Given information

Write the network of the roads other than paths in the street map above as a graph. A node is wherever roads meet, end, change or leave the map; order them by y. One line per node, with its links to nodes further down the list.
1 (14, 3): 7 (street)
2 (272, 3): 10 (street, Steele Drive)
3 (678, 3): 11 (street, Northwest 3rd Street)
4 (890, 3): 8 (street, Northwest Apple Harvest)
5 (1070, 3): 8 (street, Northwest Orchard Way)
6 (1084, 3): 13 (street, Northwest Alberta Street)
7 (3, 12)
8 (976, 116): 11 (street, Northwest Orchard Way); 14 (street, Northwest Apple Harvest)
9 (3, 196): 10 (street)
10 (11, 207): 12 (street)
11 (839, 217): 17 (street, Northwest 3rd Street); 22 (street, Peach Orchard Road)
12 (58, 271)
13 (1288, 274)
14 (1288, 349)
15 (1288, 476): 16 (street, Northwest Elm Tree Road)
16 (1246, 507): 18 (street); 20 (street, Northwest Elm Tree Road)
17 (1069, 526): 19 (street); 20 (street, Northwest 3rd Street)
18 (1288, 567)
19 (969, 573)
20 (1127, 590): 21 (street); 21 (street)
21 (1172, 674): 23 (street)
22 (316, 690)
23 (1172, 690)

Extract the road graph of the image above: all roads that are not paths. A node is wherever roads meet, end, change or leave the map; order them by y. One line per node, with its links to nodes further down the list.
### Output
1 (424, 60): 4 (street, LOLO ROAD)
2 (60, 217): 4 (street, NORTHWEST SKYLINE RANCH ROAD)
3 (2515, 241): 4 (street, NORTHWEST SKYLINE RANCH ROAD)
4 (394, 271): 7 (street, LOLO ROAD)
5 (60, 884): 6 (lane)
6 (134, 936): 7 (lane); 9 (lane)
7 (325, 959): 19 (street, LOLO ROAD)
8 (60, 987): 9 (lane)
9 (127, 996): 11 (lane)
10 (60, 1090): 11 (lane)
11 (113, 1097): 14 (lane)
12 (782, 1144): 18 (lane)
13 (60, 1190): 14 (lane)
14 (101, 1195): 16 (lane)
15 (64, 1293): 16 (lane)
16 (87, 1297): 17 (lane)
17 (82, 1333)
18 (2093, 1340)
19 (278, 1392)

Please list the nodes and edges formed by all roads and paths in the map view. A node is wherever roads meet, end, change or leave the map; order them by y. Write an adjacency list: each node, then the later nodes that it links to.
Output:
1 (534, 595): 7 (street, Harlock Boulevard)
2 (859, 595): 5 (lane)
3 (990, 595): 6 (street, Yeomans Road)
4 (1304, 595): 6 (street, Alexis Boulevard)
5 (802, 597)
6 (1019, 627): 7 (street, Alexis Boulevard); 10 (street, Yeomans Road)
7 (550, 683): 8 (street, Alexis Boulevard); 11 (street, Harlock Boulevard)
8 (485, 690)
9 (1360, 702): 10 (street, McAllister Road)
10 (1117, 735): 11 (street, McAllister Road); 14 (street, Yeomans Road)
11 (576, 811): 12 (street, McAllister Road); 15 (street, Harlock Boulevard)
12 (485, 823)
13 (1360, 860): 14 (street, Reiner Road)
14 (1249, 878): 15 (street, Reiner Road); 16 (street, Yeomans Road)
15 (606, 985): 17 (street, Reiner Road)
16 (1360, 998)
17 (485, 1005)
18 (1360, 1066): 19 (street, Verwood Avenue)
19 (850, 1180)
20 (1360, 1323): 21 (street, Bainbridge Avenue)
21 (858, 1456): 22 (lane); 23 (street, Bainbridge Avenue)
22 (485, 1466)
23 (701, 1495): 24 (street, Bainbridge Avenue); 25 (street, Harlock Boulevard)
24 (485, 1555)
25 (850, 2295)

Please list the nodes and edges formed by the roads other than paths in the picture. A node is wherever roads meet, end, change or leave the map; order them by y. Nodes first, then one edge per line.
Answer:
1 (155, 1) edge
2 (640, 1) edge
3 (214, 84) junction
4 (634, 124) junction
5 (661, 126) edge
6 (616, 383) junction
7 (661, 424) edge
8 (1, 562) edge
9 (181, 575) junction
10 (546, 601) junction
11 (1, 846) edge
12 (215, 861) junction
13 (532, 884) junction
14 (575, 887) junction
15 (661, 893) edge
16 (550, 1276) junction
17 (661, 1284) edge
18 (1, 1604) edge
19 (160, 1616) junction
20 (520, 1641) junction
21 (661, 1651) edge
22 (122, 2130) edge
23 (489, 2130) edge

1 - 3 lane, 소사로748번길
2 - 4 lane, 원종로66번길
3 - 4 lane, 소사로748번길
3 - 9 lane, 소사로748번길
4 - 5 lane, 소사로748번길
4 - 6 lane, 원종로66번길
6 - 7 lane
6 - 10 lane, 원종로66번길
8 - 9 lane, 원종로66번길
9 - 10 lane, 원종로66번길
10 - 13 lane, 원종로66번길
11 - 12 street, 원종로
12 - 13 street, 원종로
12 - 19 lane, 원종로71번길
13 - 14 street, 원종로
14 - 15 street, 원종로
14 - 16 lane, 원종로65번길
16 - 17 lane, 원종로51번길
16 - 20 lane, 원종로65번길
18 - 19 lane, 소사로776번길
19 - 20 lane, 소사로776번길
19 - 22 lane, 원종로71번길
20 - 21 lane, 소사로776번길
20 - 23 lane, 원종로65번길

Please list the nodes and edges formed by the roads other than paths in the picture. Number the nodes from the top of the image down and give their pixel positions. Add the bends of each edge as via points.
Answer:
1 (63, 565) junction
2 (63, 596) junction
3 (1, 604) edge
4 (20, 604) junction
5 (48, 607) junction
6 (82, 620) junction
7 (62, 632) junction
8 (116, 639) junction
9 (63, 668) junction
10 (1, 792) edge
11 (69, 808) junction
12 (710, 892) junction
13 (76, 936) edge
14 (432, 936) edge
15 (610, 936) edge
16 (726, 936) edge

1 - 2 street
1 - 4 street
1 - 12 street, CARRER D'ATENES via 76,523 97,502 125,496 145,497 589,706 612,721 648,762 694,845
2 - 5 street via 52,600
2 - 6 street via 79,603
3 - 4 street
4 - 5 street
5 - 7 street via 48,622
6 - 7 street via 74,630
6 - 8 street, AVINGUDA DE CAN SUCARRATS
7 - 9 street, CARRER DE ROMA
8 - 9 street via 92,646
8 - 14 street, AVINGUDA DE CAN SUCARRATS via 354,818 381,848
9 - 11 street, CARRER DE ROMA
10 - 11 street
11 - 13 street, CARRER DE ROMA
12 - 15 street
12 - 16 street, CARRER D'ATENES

Task goal
Would you reproduce all of the data exactly, without a single alteration?

Output below
Write the network of the roads other than paths in the street map above as a graph. A node is wherever roads meet, end, change or leave the map; order them by y. One line per node, with its links to nodes further down the list.
1 (14, 3): 7 (street)
2 (272, 3): 10 (street, Steele Drive)
3 (678, 3): 11 (street, Northwest 3rd Street)
4 (890, 3): 8 (street, Northwest Apple Harvest)
5 (1070, 3): 8 (street, Northwest Orchard Way)
6 (1084, 3): 13 (street, Northwest Alberta Street)
7 (3, 12)
8 (976, 116): 11 (street, Northwest Orchard Way); 14 (street, Northwest Apple Harvest)
9 (3, 196): 10 (street)
10 (11, 207): 12 (street)
11 (839, 217): 17 (street, Northwest 3rd Street); 22 (street, Peach Orchard Road)
12 (58, 271)
13 (1288, 274)
14 (1288, 349)
15 (1288, 476): 16 (street, Northwest Elm Tree Road)
16 (1246, 507): 18 (street); 20 (street, Northwest Elm Tree Road)
17 (1069, 526): 19 (street); 20 (street, Northwest 3rd Street)
18 (1288, 567)
19 (969, 573)
20 (1127, 590): 21 (street); 21 (street)
21 (1172, 674): 23 (street)
22 (316, 690)
23 (1172, 690)

Extract the road graph of the image above: all roads that are not paths. A node is wherever roads meet, end, change or leave the map; order them by y. One line per node, with its links to nodes further down the list.
### Output
1 (424, 60): 4 (street, LOLO ROAD)
2 (60, 217): 4 (street, NORTHWEST SKYLINE RANCH ROAD)
3 (2515, 241): 4 (street, NORTHWEST SKYLINE RANCH ROAD)
4 (394, 271): 7 (street, LOLO ROAD)
5 (60, 884): 6 (lane)
6 (134, 936): 7 (lane); 9 (lane)
7 (325, 959): 19 (street, LOLO ROAD)
8 (60, 987): 9 (lane)
9 (127, 996): 11 (lane)
10 (60, 1090): 11 (lane)
11 (113, 1097): 14 (lane)
12 (782, 1144): 18 (lane)
13 (60, 1190): 14 (lane)
14 (101, 1195): 16 (lane)
15 (64, 1293): 16 (lane)
16 (87, 1297): 17 (lane)
17 (82, 1333)
18 (2093, 1340)
19 (278, 1392)

Please list the nodes and edges formed by all roads and paths in the map view. A node is wherever roads meet, end, change or leave the map; order them by y. Write an adjacency list: each node, then the later nodes that it links to.
Output:
1 (534, 595): 7 (street, Harlock Boulevard)
2 (859, 595): 5 (lane)
3 (990, 595): 6 (street, Yeomans Road)
4 (1304, 595): 6 (street, Alexis Boulevard)
5 (802, 597)
6 (1019, 627): 7 (street, Alexis Boulevard); 10 (street, Yeomans Road)
7 (550, 683): 8 (street, Alexis Boulevard); 11 (street, Harlock Boulevard)
8 (485, 690)
9 (1360, 702): 10 (street, McAllister Road)
10 (1117, 735): 11 (street, McAllister Road); 14 (street, Yeomans Road)
11 (576, 811): 12 (street, McAllister Road); 15 (street, Harlock Boulevard)
12 (485, 823)
13 (1360, 860): 14 (street, Reiner Road)
14 (1249, 878): 15 (street, Reiner Road); 16 (street, Yeomans Road)
15 (606, 985): 17 (street, Reiner Road)
16 (1360, 998)
17 (485, 1005)
18 (1360, 1066): 19 (street, Verwood Avenue)
19 (850, 1180)
20 (1360, 1323): 21 (street, Bainbridge Avenue)
21 (858, 1456): 22 (lane); 23 (street, Bainbridge Avenue)
22 (485, 1466)
23 (701, 1495): 24 (street, Bainbridge Avenue); 25 (street, Harlock Boulevard)
24 (485, 1555)
25 (850, 2295)

Please list the nodes and edges formed by the roads other than paths in the picture. A node is wherever roads meet, end, change or leave the map; order them by y. Nodes first, then one edge per line.
Answer:
1 (155, 1) edge
2 (640, 1) edge
3 (214, 84) junction
4 (634, 124) junction
5 (661, 126) edge
6 (616, 383) junction
7 (661, 424) edge
8 (1, 562) edge
9 (181, 575) junction
10 (546, 601) junction
11 (1, 846) edge
12 (215, 861) junction
13 (532, 884) junction
14 (575, 887) junction
15 (661, 893) edge
16 (550, 1276) junction
17 (661, 1284) edge
18 (1, 1604) edge
19 (160, 1616) junction
20 (520, 1641) junction
21 (661, 1651) edge
22 (122, 2130) edge
23 (489, 2130) edge

1 - 3 lane, 소사로748번길
2 - 4 lane, 원종로66번길
3 - 4 lane, 소사로748번길
3 - 9 lane, 소사로748번길
4 - 5 lane, 소사로748번길
4 - 6 lane, 원종로66번길
6 - 7 lane
6 - 10 lane, 원종로66번길
8 - 9 lane, 원종로66번길
9 - 10 lane, 원종로66번길
10 - 13 lane, 원종로66번길
11 - 12 street, 원종로
12 - 13 street, 원종로
12 - 19 lane, 원종로71번길
13 - 14 street, 원종로
14 - 15 street, 원종로
14 - 16 lane, 원종로65번길
16 - 17 lane, 원종로51번길
16 - 20 lane, 원종로65번길
18 - 19 lane, 소사로776번길
19 - 20 lane, 소사로776번길
19 - 22 lane, 원종로71번길
20 - 21 lane, 소사로776번길
20 - 23 lane, 원종로65번길

Please list the nodes and edges formed by the roads other than paths in the picture. Number the nodes from the top of the image down and give their pixel positions. Add the bends of each edge as via points.
Answer:
1 (63, 565) junction
2 (63, 596) junction
3 (1, 604) edge
4 (20, 604) junction
5 (48, 607) junction
6 (82, 620) junction
7 (62, 632) junction
8 (116, 639) junction
9 (63, 668) junction
10 (1, 792) edge
11 (69, 808) junction
12 (710, 892) junction
13 (76, 936) edge
14 (432, 936) edge
15 (610, 936) edge
16 (726, 936) edge

1 - 2 street
1 - 4 street
1 - 12 street, CARRER D'ATENES via 76,523 97,502 125,496 145,497 589,706 612,721 648,762 694,845
2 - 5 street via 52,600
2 - 6 street via 79,603
3 - 4 street
4 - 5 street
5 - 7 street via 48,622
6 - 7 street via 74,630
6 - 8 street, AVINGUDA DE CAN SUCARRATS
7 - 9 street, CARRER DE ROMA
8 - 9 street via 92,646
8 - 14 street, AVINGUDA DE CAN SUCARRATS via 354,818 381,848
9 - 11 street, CARRER DE ROMA
10 - 11 street
11 - 13 street, CARRER DE ROMA
12 - 15 street
12 - 16 street, CARRER D'ATENES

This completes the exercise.